▶ Task description
Every line of the material needs an exact copy, apart from the images.

▶ Raw data
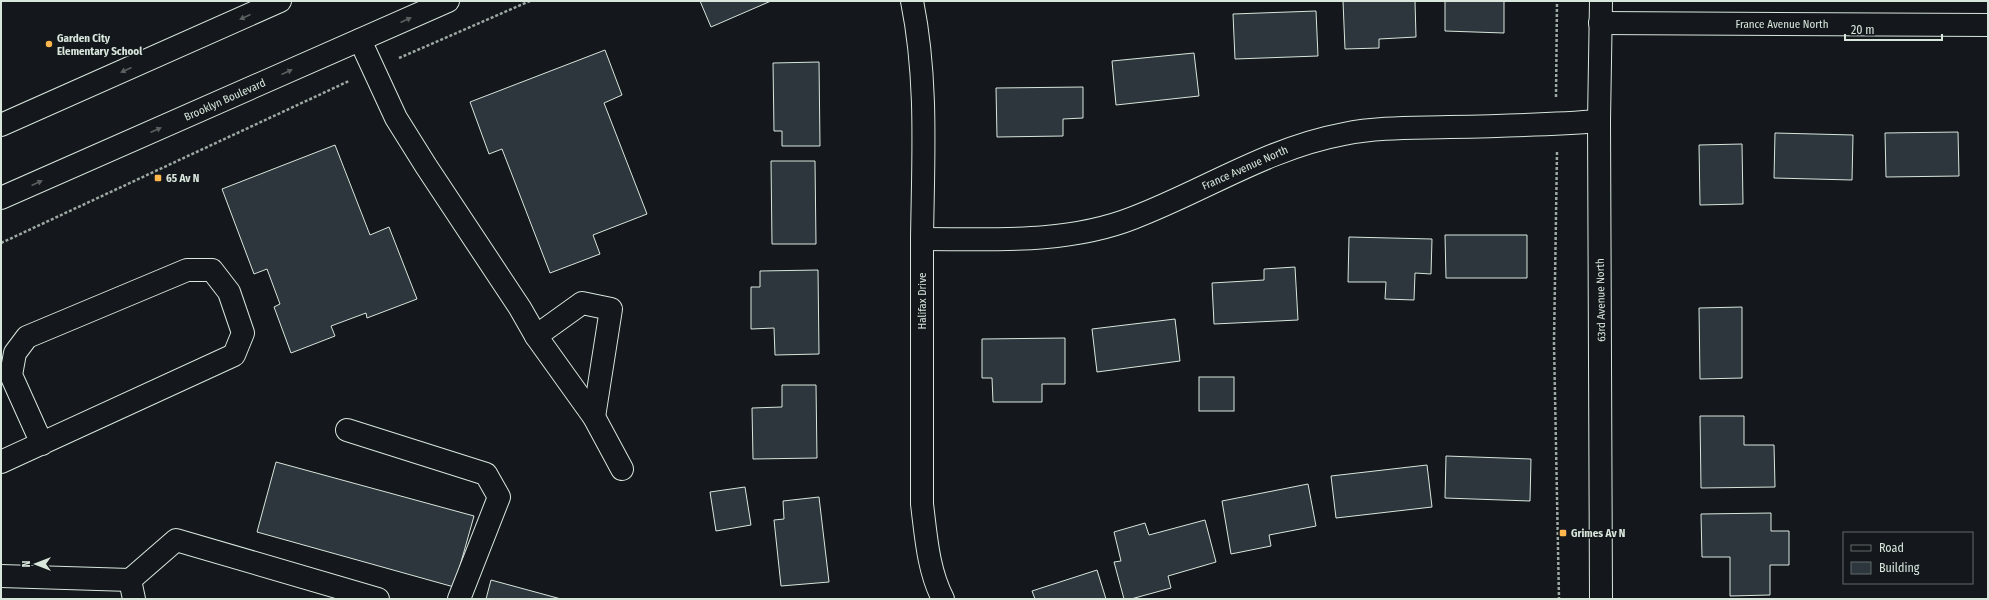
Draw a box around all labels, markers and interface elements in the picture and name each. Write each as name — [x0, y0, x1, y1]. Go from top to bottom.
one-way arrow — [239, 14, 250, 20]
one-way arrow — [401, 16, 413, 22]
scale bar — [1845, 16, 1942, 42]
street label: France Avenue North — [1736, 18, 1828, 31]
text: 20 m — [1851, 23, 1875, 37]
place label: Garden City Elementary School — [57, 32, 143, 58]
marker: Garden City Elementary School — [44, 39, 54, 49]
one-way arrow — [119, 67, 131, 73]
one-way arrow — [282, 69, 293, 75]
street label: Brooklyn Boulevard — [182, 76, 268, 124]
one-way arrow — [150, 127, 161, 133]
street label: France Avenue North — [1200, 143, 1290, 193]
place label: 65 Av N — [166, 172, 199, 185]
marker: 65 Av N — [153, 173, 163, 183]
one-way arrow — [31, 179, 43, 185]
street label: 63rd Avenue North — [1594, 258, 1608, 342]
street label: Halifax Drive — [916, 273, 929, 329]
place label: Grimes Av N — [1571, 527, 1625, 540]
marker: Grimes Av N — [1558, 528, 1568, 538]
legend — [1843, 532, 1973, 584]
text: Road — [1879, 541, 1904, 555]
north arrow — [16, 544, 56, 584]
text: N — [20, 561, 33, 567]
text: Building — [1879, 561, 1920, 575]

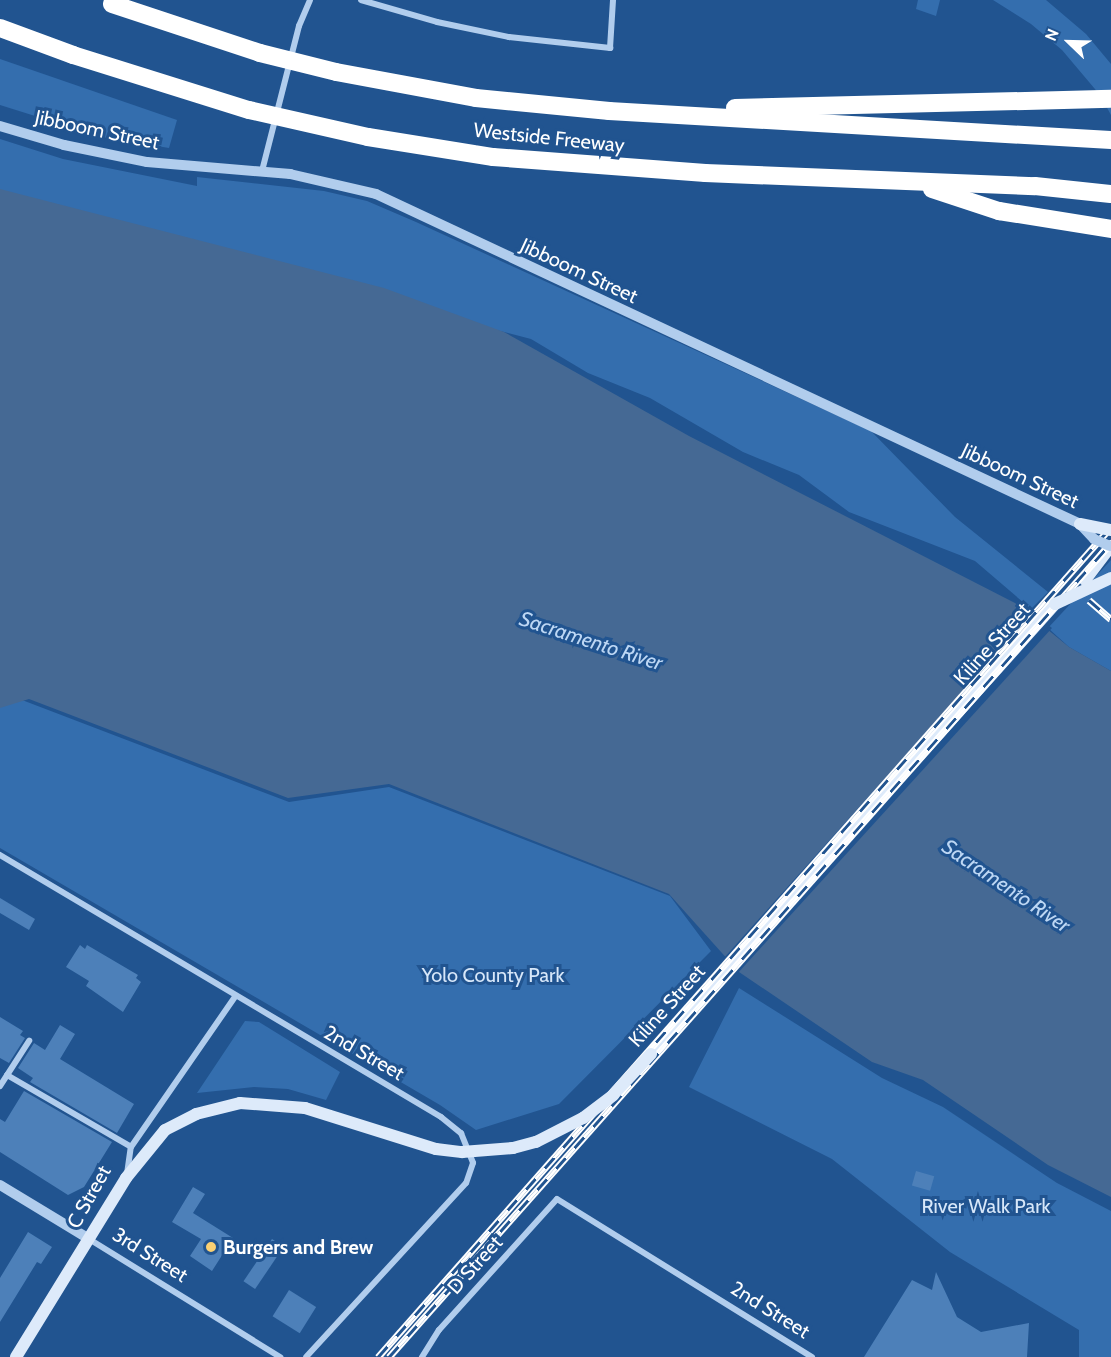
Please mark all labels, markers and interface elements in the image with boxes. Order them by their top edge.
north arrow [1039,12,1099,72]
text: N [1041,26,1063,44]
street label: Jibboom Street [32,105,162,155]
street label: Westside Freeway [472,118,626,158]
street label: Jibboom Street [516,233,642,309]
street label: Jibboom Street [957,438,1083,514]
street label: Kiline Street [949,598,1035,690]
water label: Sacramento River [516,606,666,676]
water label: Sacramento River [937,834,1075,938]
street label: Kiline Street [624,960,710,1052]
park label: Yolo County Park [422,963,564,987]
street label: 2nd Street [320,1020,408,1086]
street label: C Street [62,1161,116,1233]
park label: River Walk Park [922,1194,1050,1218]
street label: 3rd Street [108,1223,192,1287]
street label: D Street [443,1231,507,1299]
place label: Burgers and Brew [223,1235,373,1259]
marker: Burgers and Brew [204,1240,218,1254]
street label: 2nd Street [726,1276,814,1344]

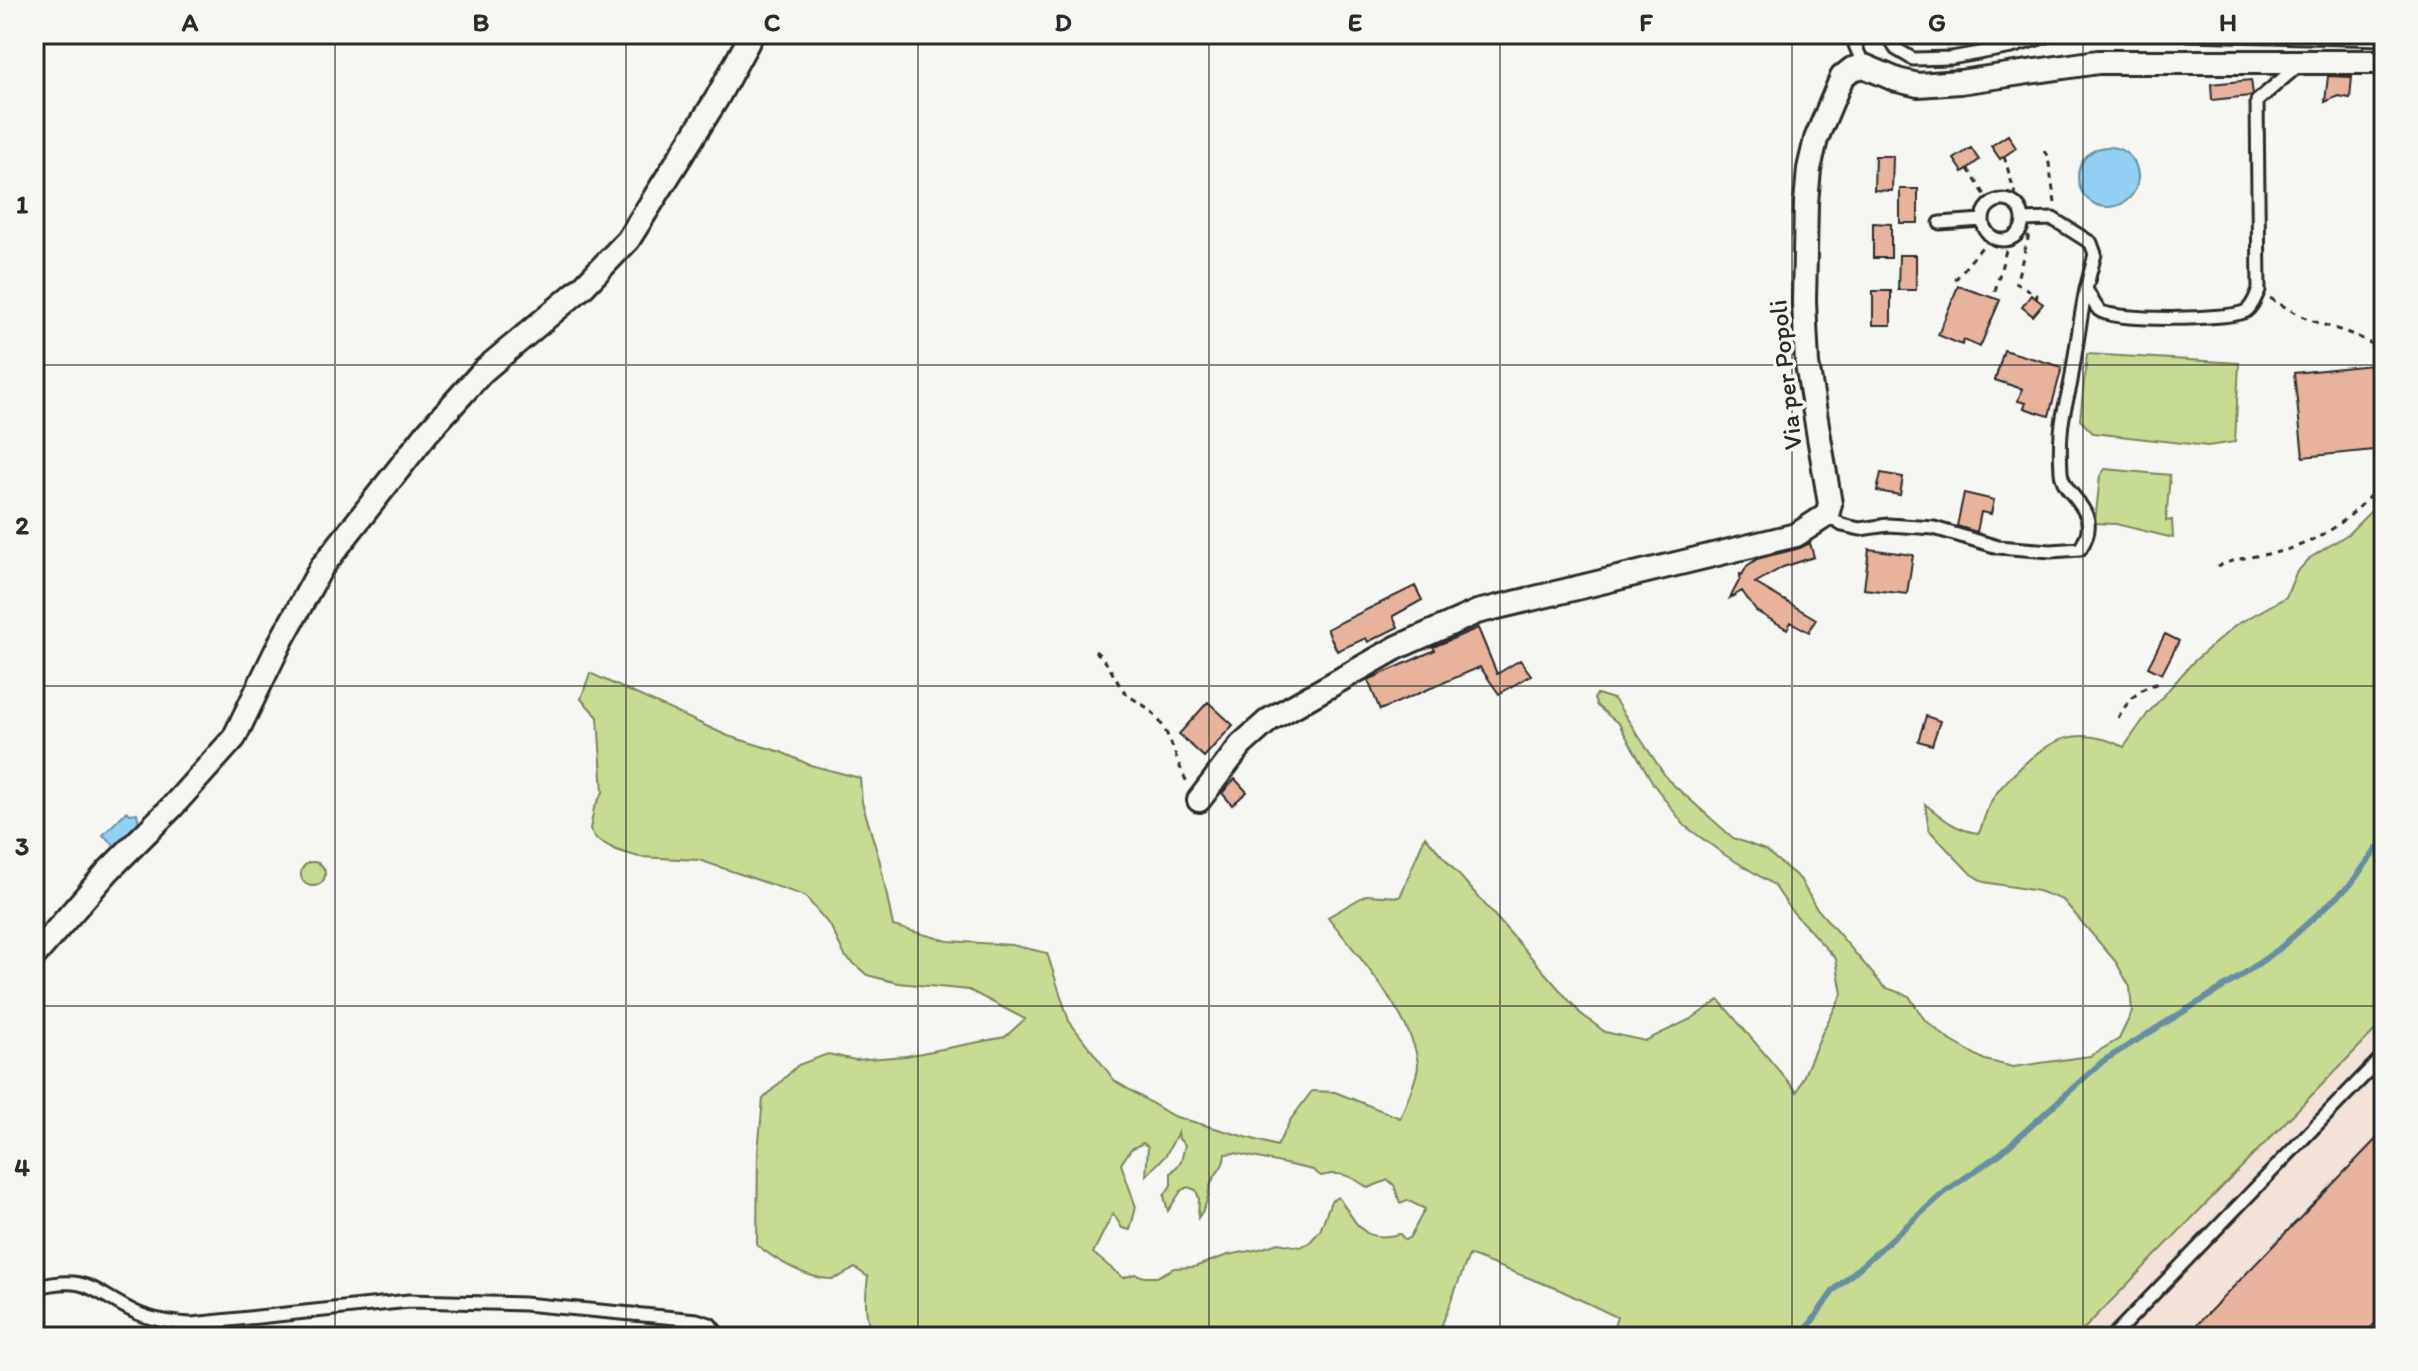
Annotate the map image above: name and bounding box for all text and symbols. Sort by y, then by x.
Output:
text: A [181,6,199,38]
text: B [473,6,490,38]
text: C [764,6,781,38]
text: D [1054,6,1072,38]
text: E [1348,6,1362,38]
text: F [1639,6,1653,38]
text: G [1928,6,1946,38]
text: H [2219,6,2237,38]
text: 1 [16,188,28,220]
street label: Via per Popoli [1761,298,1809,452]
text: 2 [15,509,29,541]
text: 3 [15,830,29,862]
text: 4 [14,1151,30,1183]

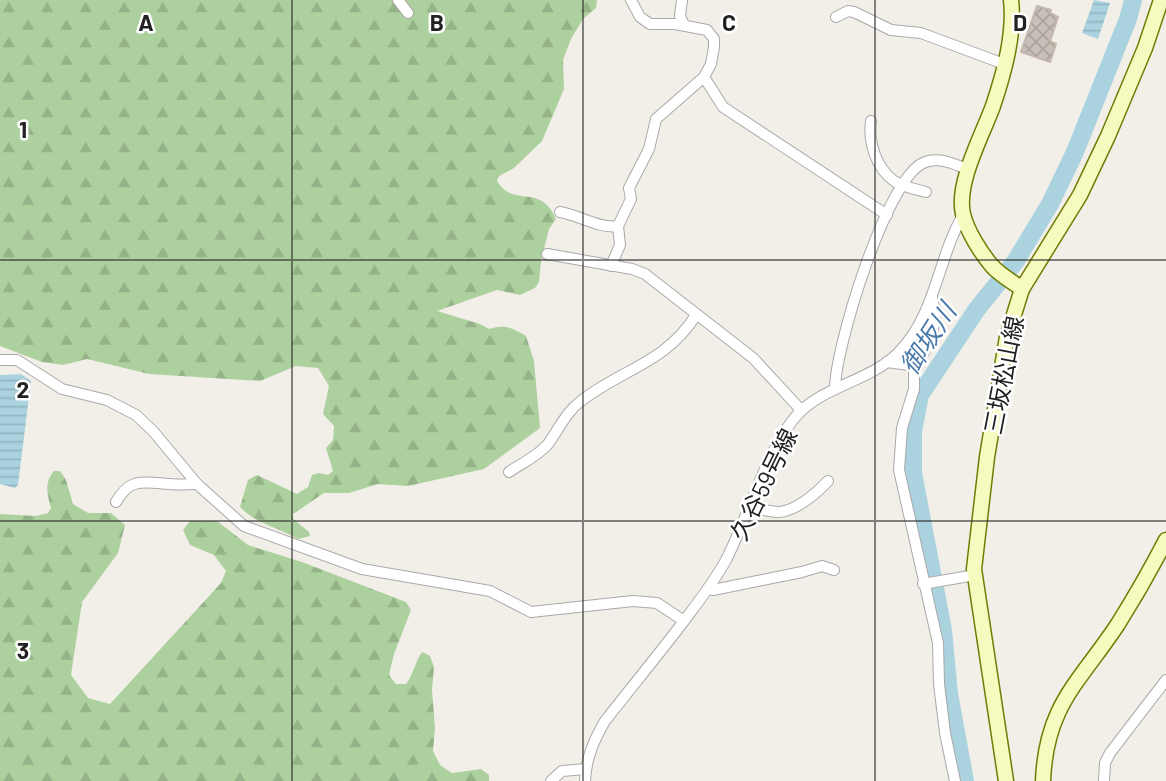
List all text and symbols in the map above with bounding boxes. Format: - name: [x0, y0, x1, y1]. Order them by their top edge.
- text: A: [138, 8, 154, 36]
- text: B: [430, 8, 444, 36]
- text: C: [722, 8, 736, 36]
- text: D: [1013, 8, 1027, 36]
- text: 1: [19, 115, 27, 143]
- water label: 御坂川: [893, 294, 963, 379]
- street label: 三坂松山線: [977, 313, 1029, 437]
- text: 2: [17, 375, 29, 403]
- street label: 久谷59号線: [723, 423, 803, 545]
- text: 3: [17, 636, 29, 664]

▶ Task solution
Draw a box around all labels, markers and interface elements in the picture and name each. Write each as name — [x0, y0, x1, y1]. Go from top to bottom.
one-way arrow — [239, 14, 250, 20]
one-way arrow — [401, 16, 413, 22]
scale bar — [1845, 16, 1942, 42]
street label: France Avenue North — [1736, 18, 1828, 31]
text: 20 m — [1851, 23, 1875, 37]
place label: Garden City Elementary School — [57, 32, 143, 58]
marker: Garden City Elementary School — [44, 39, 54, 49]
one-way arrow — [119, 67, 131, 73]
one-way arrow — [282, 69, 293, 75]
street label: Brooklyn Boulevard — [182, 76, 268, 124]
one-way arrow — [150, 127, 161, 133]
street label: France Avenue North — [1200, 143, 1290, 193]
place label: 65 Av N — [166, 172, 199, 185]
marker: 65 Av N — [153, 173, 163, 183]
one-way arrow — [31, 179, 43, 185]
street label: 63rd Avenue North — [1594, 258, 1608, 342]
street label: Halifax Drive — [916, 273, 929, 329]
place label: Grimes Av N — [1571, 527, 1625, 540]
marker: Grimes Av N — [1558, 528, 1568, 538]
legend — [1843, 532, 1973, 584]
text: Road — [1879, 541, 1904, 555]
north arrow — [16, 544, 56, 584]
text: N — [20, 561, 33, 567]
text: Building — [1879, 561, 1920, 575]

Please mark all labels, markers and interface elements in the image with boxes. Order them by their top edge.
north arrow [1039,12,1099,72]
text: N [1041,26,1063,44]
street label: Jibboom Street [32,105,162,155]
street label: Westside Freeway [472,118,626,158]
street label: Jibboom Street [516,233,642,309]
street label: Jibboom Street [957,438,1083,514]
street label: Kiline Street [949,598,1035,690]
water label: Sacramento River [516,606,666,676]
water label: Sacramento River [937,834,1075,938]
street label: Kiline Street [624,960,710,1052]
park label: Yolo County Park [422,963,564,987]
street label: 2nd Street [320,1020,408,1086]
street label: C Street [62,1161,116,1233]
park label: River Walk Park [922,1194,1050,1218]
street label: 3rd Street [108,1223,192,1287]
street label: D Street [443,1231,507,1299]
place label: Burgers and Brew [223,1235,373,1259]
marker: Burgers and Brew [204,1240,218,1254]
street label: 2nd Street [726,1276,814,1344]

Annotate the map image above: name and bounding box for all text and symbols. Sort by y, then by x.
Output:
text: A [181,6,199,38]
text: B [473,6,490,38]
text: C [764,6,781,38]
text: D [1054,6,1072,38]
text: E [1348,6,1362,38]
text: F [1639,6,1653,38]
text: G [1928,6,1946,38]
text: H [2219,6,2237,38]
text: 1 [16,188,28,220]
street label: Via per Popoli [1761,298,1809,452]
text: 2 [15,509,29,541]
text: 3 [15,830,29,862]
text: 4 [14,1151,30,1183]

List all text and symbols in the map above with bounding boxes. Format: - name: [x0, y0, x1, y1]. Order them by their top edge.
- text: A: [138, 8, 154, 36]
- text: B: [430, 8, 444, 36]
- text: C: [722, 8, 736, 36]
- text: D: [1013, 8, 1027, 36]
- text: 1: [19, 115, 27, 143]
- water label: 御坂川: [893, 294, 963, 379]
- street label: 三坂松山線: [977, 313, 1029, 437]
- text: 2: [17, 375, 29, 403]
- street label: 久谷59号線: [723, 423, 803, 545]
- text: 3: [17, 636, 29, 664]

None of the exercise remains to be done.